Toilet training takes time and patience and this is one of the reasons why it can become such a difficult task. According to Erin Oak Kids (2015), the average child is daytime bowel trained at 36 months; the average child is both bowel and bladder trained by 24 -48 months. Some children may not be nighttime bowel trained until they are between 5five and seven years of age. These statistics are meant to provide a general idea of when a parent should look into toilet training, but in no means are these ages set in stone. Parents have to realize that all children are different and just because one of your children had an easy toilet training experience, this does not mean that it will be the same for your other children. Oddly, the earlier a child starts toilet training, the longer it actually takes.

There are readiness signs that parents need to be aware of; these signs fall into two categories: physical readiness and developmental readiness. Physical readiness signs can include: regular and somewhat predictable bowel movements, your child is able to pull their own clothes on and off, your child can stay dry for two hour stretches throughout the day and your child does not have a history of constipation, urinary tract infection, diarrhea or any other bowel illnesses (Erin Oak Kids, 2015). Developmental readiness signs include: your child telling you that he or she has urinated or had a bowel movement, they are able to sit for three to five minutes with a preferred activity, they begin to imitate using the bathroom, and they have developed an understanding of what the potty is and what it is used for (Erin Oak Kids, 2015). If you as a parent are able to provide an understanding of toileting to your child, it can make it easier for them. This can be as simple as saying to your child, “Pee goes in the toilet. Poo goes in the toilet.” Parents can then watch to see how receptive their child is to this information. As parents you need to be sensitive to your children during this experience. Watch for behavior that can include pulling off diapers, or even touching themselves; these could all be signs that your child is ready to start this process.

One thing that must be avoided is forcing your child to toilet train when they are not ready. This can be traumatic for everyone involved and make this process seemingly harder. Signs that your child is not ready includes: they do not seem to notice when they have wet or soiled their clothing, there is not a recognizable bowel movement pattern, they pee more than every few hours and they show no interest in using the potty. If you are noticing these behaviors, do not precede in toilet training your child. The goal is to set your child up for success; if they are not ready, they will not be successful and then you are all back at square one.

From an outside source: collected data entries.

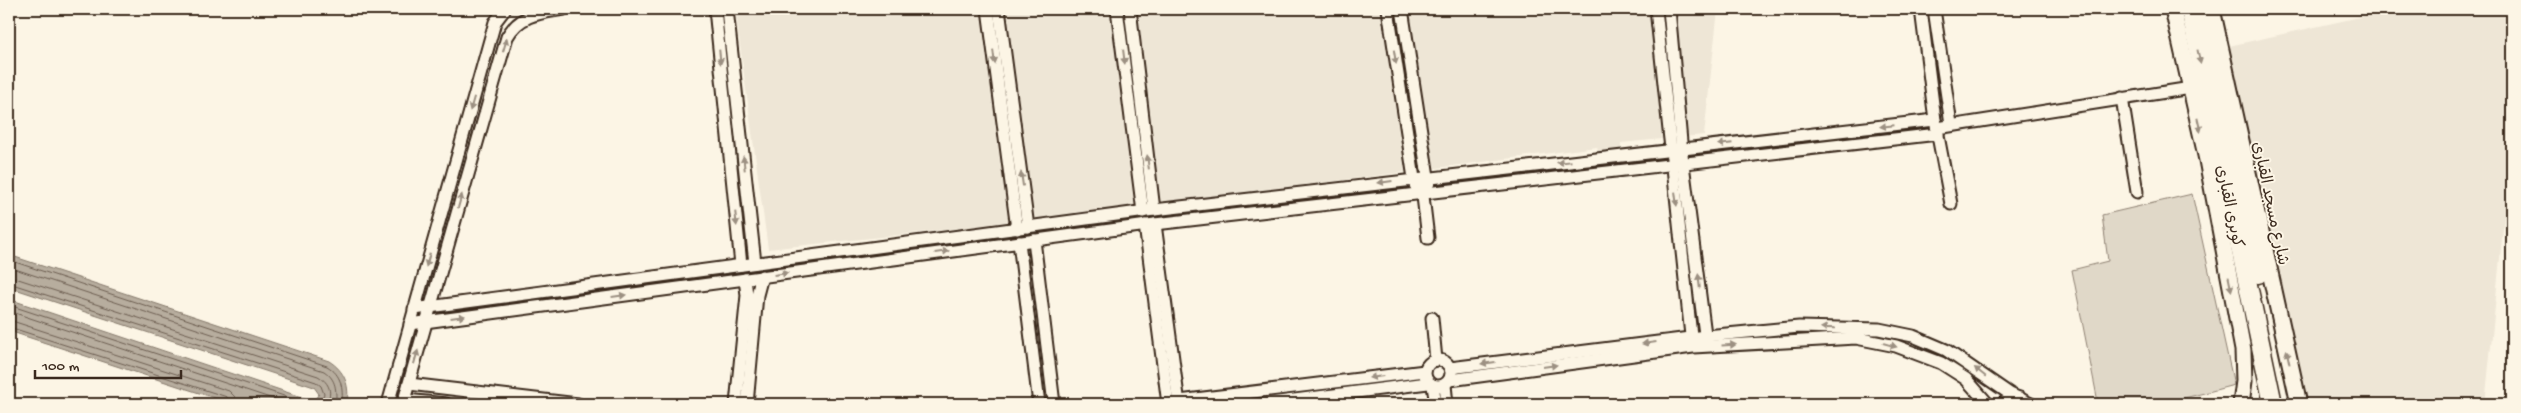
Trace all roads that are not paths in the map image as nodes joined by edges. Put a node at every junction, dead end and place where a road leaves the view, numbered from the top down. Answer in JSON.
{"nodes":[{"id":1,"x":505,"y":9,"type":"edge"},
{"id":2,"x":564,"y":9,"type":"edge"},
{"id":3,"x":715,"y":9,"type":"edge"},
{"id":4,"x":727,"y":9,"type":"edge"},
{"id":5,"x":988,"y":9,"type":"edge"},
{"id":6,"x":999,"y":9,"type":"edge"},
{"id":7,"x":1117,"y":9,"type":"edge"},
{"id":8,"x":1130,"y":9,"type":"edge"},
{"id":9,"x":1388,"y":9,"type":"edge"},
{"id":10,"x":1402,"y":9,"type":"edge"},
{"id":11,"x":1656,"y":9,"type":"edge"},
{"id":12,"x":1669,"y":9,"type":"edge"},
{"id":13,"x":1921,"y":9,"type":"edge"},
{"id":14,"x":1934,"y":9,"type":"edge"},
{"id":15,"x":2174,"y":9,"type":"edge"},
{"id":16,"x":2190,"y":9,"type":"edge"},
{"id":17,"x":2203,"y":9,"type":"edge"},
{"id":18,"x":2212,"y":9,"type":"edge"},
{"id":19,"x":996,"y":23,"type":"junction"},
{"id":20,"x":2191,"y":88,"type":"junction"},
{"id":21,"x":2122,"y":98,"type":"junction"},
{"id":22,"x":1951,"y":124,"type":"junction"},
{"id":23,"x":1936,"y":127,"type":"junction"},
{"id":24,"x":1676,"y":150,"type":"junction"},
{"id":25,"x":1677,"y":165,"type":"junction"},
{"id":26,"x":1421,"y":178,"type":"junction"},
{"id":27,"x":2137,"y":192,"type":"dead end"},
{"id":28,"x":1423,"y":193,"type":"junction"},
{"id":29,"x":1951,"y":204,"type":"dead end"},
{"id":30,"x":1149,"y":211,"type":"junction"},
{"id":31,"x":1150,"y":224,"type":"junction"},
{"id":32,"x":1022,"y":228,"type":"junction"},
{"id":33,"x":1428,"y":238,"type":"dead end"},
{"id":34,"x":1034,"y":240,"type":"junction"},
{"id":35,"x":1019,"y":242,"type":"junction"},
{"id":36,"x":755,"y":263,"type":"junction"},
{"id":37,"x":741,"y":265,"type":"junction"},
{"id":38,"x":701,"y":270,"type":"junction"},
{"id":39,"x":762,"y":276,"type":"junction"},
{"id":40,"x":746,"y":279,"type":"junction"},
{"id":41,"x":699,"y":285,"type":"junction"},
{"id":42,"x":430,"y":306,"type":"junction"},
{"id":43,"x":414,"y":308,"type":"junction"},
{"id":44,"x":1432,"y":318,"type":"dead end"},
{"id":45,"x":426,"y":321,"type":"junction"},
{"id":46,"x":410,"y":324,"type":"junction"},
{"id":47,"x":1706,"y":341,"type":"junction"},
{"id":48,"x":1692,"y":342,"type":"junction"},
{"id":49,"x":1436,"y":360,"type":"junction"},
{"id":50,"x":1425,"y":371,"type":"junction"},
{"id":51,"x":1441,"y":380,"type":"junction"},
{"id":52,"x":408,"y":384,"type":"junction"},
{"id":53,"x":404,"y":402,"type":"edge"},
{"id":54,"x":2029,"y":402,"type":"edge"},
{"id":55,"x":1175,"y":403,"type":"edge"},
{"id":56,"x":388,"y":404,"type":"edge"},
{"id":57,"x":446,"y":404,"type":"edge"},
{"id":58,"x":578,"y":404,"type":"edge"},
{"id":59,"x":736,"y":404,"type":"edge"},
{"id":60,"x":747,"y":404,"type":"edge"},
{"id":61,"x":1040,"y":404,"type":"edge"},
{"id":62,"x":1054,"y":404,"type":"edge"},
{"id":63,"x":1262,"y":404,"type":"edge"},
{"id":64,"x":1436,"y":404,"type":"edge"},
{"id":65,"x":1447,"y":404,"type":"edge"},
{"id":66,"x":1988,"y":404,"type":"edge"},
{"id":67,"x":2002,"y":404,"type":"edge"},
{"id":68,"x":2240,"y":404,"type":"edge"},
{"id":69,"x":2273,"y":404,"type":"edge"},
{"id":70,"x":2285,"y":404,"type":"edge"},
{"id":71,"x":2299,"y":404,"type":"edge"}],
"edges":[{"from":1,"to":43,"type":"street","one_way":true},
{"from":42,"to":2,"type":"street","one_way":true},
{"from":3,"to":37,"type":"street","one_way":true},
{"from":36,"to":4,"type":"street","one_way":true},
{"from":5,"to":19,"type":"street"},
{"from":6,"to":19,"type":"street"},
{"from":7,"to":30,"type":"street","one_way":true},
{"from":30,"to":8,"type":"street","one_way":true},
{"from":9,"to":26,"type":"street","one_way":true},
{"from":10,"to":26,"type":"street"},
{"from":11,"to":24,"type":"street"},
{"from":12,"to":24,"type":"street"},
{"from":13,"to":23,"type":"street"},
{"from":14,"to":22,"type":"street"},
{"from":15,"to":20,"type":"street"},
{"from":16,"to":69,"type":"main road","name":"كوبرى القبارى","one_way":true},
{"from":17,"to":70,"type":"main road","name":"كوبرى القبارى"},
{"from":71,"to":18,"type":"street","name":"شارع مسجد القبارى","one_way":true},
{"from":19,"to":32,"type":"street"},
{"from":20,"to":21,"type":"street"},
{"from":20,"to":68,"type":"street","one_way":true},
{"from":21,"to":22,"type":"street"},
{"from":21,"to":27,"type":"street"},
{"from":22,"to":23,"type":"street"},
{"from":23,"to":24,"type":"street","one_way":true},
{"from":23,"to":25,"type":"street"},
{"from":23,"to":29,"type":"street"},
{"from":24,"to":25,"type":"street"},
{"from":24,"to":26,"type":"street","one_way":true},
{"from":25,"to":28,"type":"street"},
{"from":47,"to":25,"type":"street","one_way":true},
{"from":25,"to":48,"type":"street","one_way":true},
{"from":26,"to":28,"type":"street"},
{"from":26,"to":30,"type":"street","one_way":true},
{"from":28,"to":31,"type":"street"},
{"from":28,"to":33,"type":"street"},
{"from":30,"to":32,"type":"street"},
{"from":31,"to":34,"type":"street"},
{"from":31,"to":55,"type":"street"},
{"from":32,"to":36,"type":"street"},
{"from":34,"to":35,"type":"street"},
{"from":34,"to":62,"type":"street"},
{"from":39,"to":35,"type":"street","one_way":true},
{"from":35,"to":61,"type":"street"},
{"from":36,"to":37,"type":"street"},
{"from":37,"to":38,"type":"street"},
{"from":38,"to":41,"type":"street"},
{"from":38,"to":42,"type":"street"},
{"from":39,"to":40,"type":"street"},
{"from":39,"to":60,"type":"street"},
{"from":40,"to":41,"type":"street"},
{"from":40,"to":59,"type":"street"},
{"from":45,"to":41,"type":"street","one_way":true},
{"from":42,"to":43,"type":"street"},
{"from":42,"to":45,"type":"street"},
{"from":43,"to":46,"type":"street"},
{"from":44,"to":49,"type":"street"},
{"from":45,"to":46,"type":"street"},
{"from":52,"to":45,"type":"street","one_way":true},
{"from":46,"to":56,"type":"street"},
{"from":47,"to":48,"type":"street"},
{"from":54,"to":47,"type":"street","one_way":true},
{"from":47,"to":66,"type":"street","one_way":true},
{"from":48,"to":51,"type":"street"},
{"from":49,"to":50,"type":"street"},
{"from":49,"to":51,"type":"street"},
{"from":50,"to":51,"type":"street"},
{"from":50,"to":55,"type":"street","one_way":true},
{"from":51,"to":63,"type":"street"},
{"from":51,"to":64,"type":"street"},
{"from":51,"to":65,"type":"street"},
{"from":52,"to":53,"type":"street"},
{"from":52,"to":58,"type":"street"},
{"from":53,"to":57,"type":"street"},
{"from":54,"to":67,"type":"street"}]}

As parents, you have to be aware of how ready you are to take on this task. Please understand, even though I have suggested that this is a good time to start, you have to know if you are ready. Signs that you are not ready to start include: you have negative feelings towards diaper changes, accidents or other issues around toileting, you are feeling pressure from family and friends about your child’s readiness or you are motivated to toilet train because of another stressor. This is a delicate experience and must be handled with care. I always want to share the way that any situation can be experienced from different perspectives. Parents, I sympathize with you and encourage you that you are not alone. In part three, we will go through strategies that will help develop the readiness to toilet train. Be of good cheer, everything will work out, I promise.